How fundraising nearly killed my startup (and myself)
3 lessons learned after successfully raising $800,000
1. Not putting customers first
We first launched the company in early November 2014, and since it’s inception, our main key differentiator as a coding education company was student engagement. We were always obsessed with one KPI: Course Completion Ratios. In other words, it’s the percentage amount of courses started compared with courses completed. To give you perspective of the global online education problem, the average MOOC has a 3% completion ratio. Our guiding light was always understanding why online student engagement was so bad and come up with a feasable solution. We did. After acquiring 2000 paying customers we achieved an average of a 47% completion ratio. The big reasons for this was unparalleled customer support and super engaging content. This was all going well until we started heavy fundraising where both I and the COO were effectively spending 90% of our time in meetings and subsequent negotiations with angels and vcs. What happened next was a disaster. We couldn’t keep up with our content roadmap and customers started to churn due to us not keeping with promises in releasing courses periodically. This directly affected our fundraising because our main KPI suffered a big hit.

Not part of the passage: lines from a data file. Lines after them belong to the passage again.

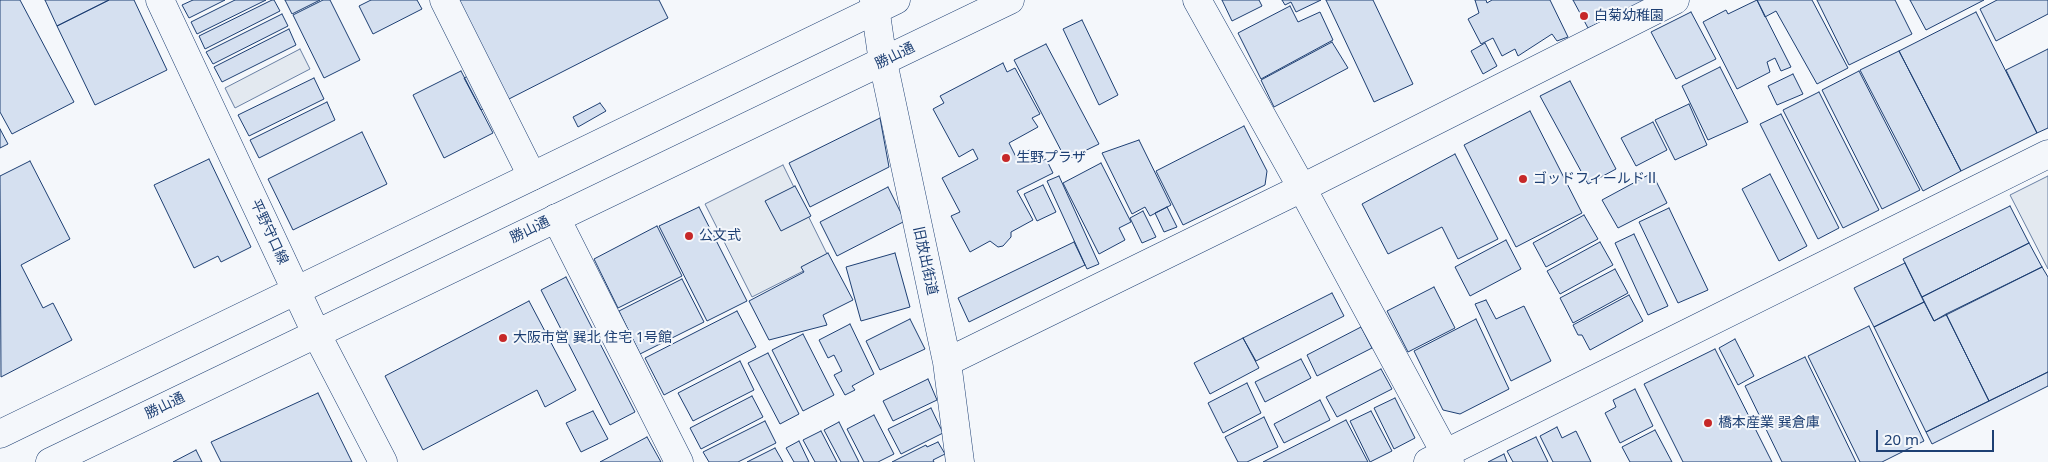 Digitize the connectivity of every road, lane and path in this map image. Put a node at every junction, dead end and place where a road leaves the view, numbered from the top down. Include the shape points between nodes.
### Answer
1 (160, 0) edge
2 (444, 0) edge
3 (1010, 0) edge
4 (1197, 0) edge
5 (1674, 0) edge
6 (882, 3) edge
7 (883, 62) junction
8 (2048, 154) edge
9 (532, 176) junction
10 (1302, 188) junction
11 (556, 218) junction
12 (296, 289) junction
13 (316, 333) junction
14 (947, 362) junction
15 (0, 434) edge
16 (1441, 459) edge
17 (50, 462) edge
18 (383, 462) edge
19 (679, 462) edge
20 (960, 462) edge

1 - 12 main road, 平野守口線
2 - 9 main road
3 - 7 main road, 勝山通
4 - 10 main road
5 - 10 main road
6 - 7 main road, 旧放出街道
6 - 9 main road
7 - 11 main road, 勝山通
7 - 14 main road, 旧放出街道
8 - 16 main road
9 - 12 main road
10 - 14 main road
10 - 16 main road
11 - 13 main road, 勝山通
11 - 19 main road
12 - 13 main road, 平野守口線
12 - 15 main road
13 - 17 main road, 勝山通
13 - 18 main road, 平野守口線
14 - 20 main road, 旧放出街道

Lesson number one: your customers are the life and blood of your business so never loose the ball in making them happy. It’s the typical chicken and egg problem: You need customers to raise money, and you need money to keep your customers engaged.
2.Not looking after yourself
Normally I’m a routine kind of guy. My daily ritual starts by waking up at 7AM, have breakfast around 7:30, hit the gym at 8, protein shake powered team daily meeting at 10, answer emails until 11:30, urgent customer support until 12:30 (I like to get involved with customers’ pains), lunch at 13:00, back on my desk at 13:30 and spend the rest of my day ping ponging back and forth between the product and growth team.
Our fundraising journey involved me moving for 4 months from Porto, Portugal to London. I had prebooked a local gym next to my house, had my nutrition plan all worked out and enough meetings to fill up my first month. As predicted, nothing went according to plan. Most of my meetings got delayed, the gym next to my house closed too early and the healthy food ingredients I originally planned to buy were either too expensive or didn’t exist in the local supermarket. What ended up happening was I started eating crappy food and could never get to the gym on time after my meetings.
Lesson number 2: Your body is your temple. Fundraising drains you physically and mentally. The first weakness Investors can pick up on you as the CEO is confidence. Daily exercise is the main way to improve it.
3. Spending too much time fundraising
The CEO’s most important job is undoubtably making sure there is enough money in your business bank account to pay your employees and taxes. When we embarked on our fundraising journey, we’ve accounted that it would take around 4–5 months including finding the right investors, dealing with due-diligence, finding a good lawyer to then finally close the legal work. Well, sh*t happens and our 4–5 months turned into an agonizing 9 months. A lot of “last minute” unexpected stuff shows up at all the wrong moments. You’re going to be rejected at least 10x times than you originally planned, your going to wait for that long awaited email 50x times you originally hoped, due dilligence ALWAYS takes orders of magnitude longer and finally the golden document, the contract, will be iterated at least 30 times until everyone in the table has consensus to every single micro bullet point.
Lesson number 3: When planning to fundraise, make sure you have at least 6 months runway or else your going to risk loosing employee and/or founder morale.
I leave you with one final lesson. Make sure you have the right people right beside you, because these are the ones that are going to keep you pushing forward.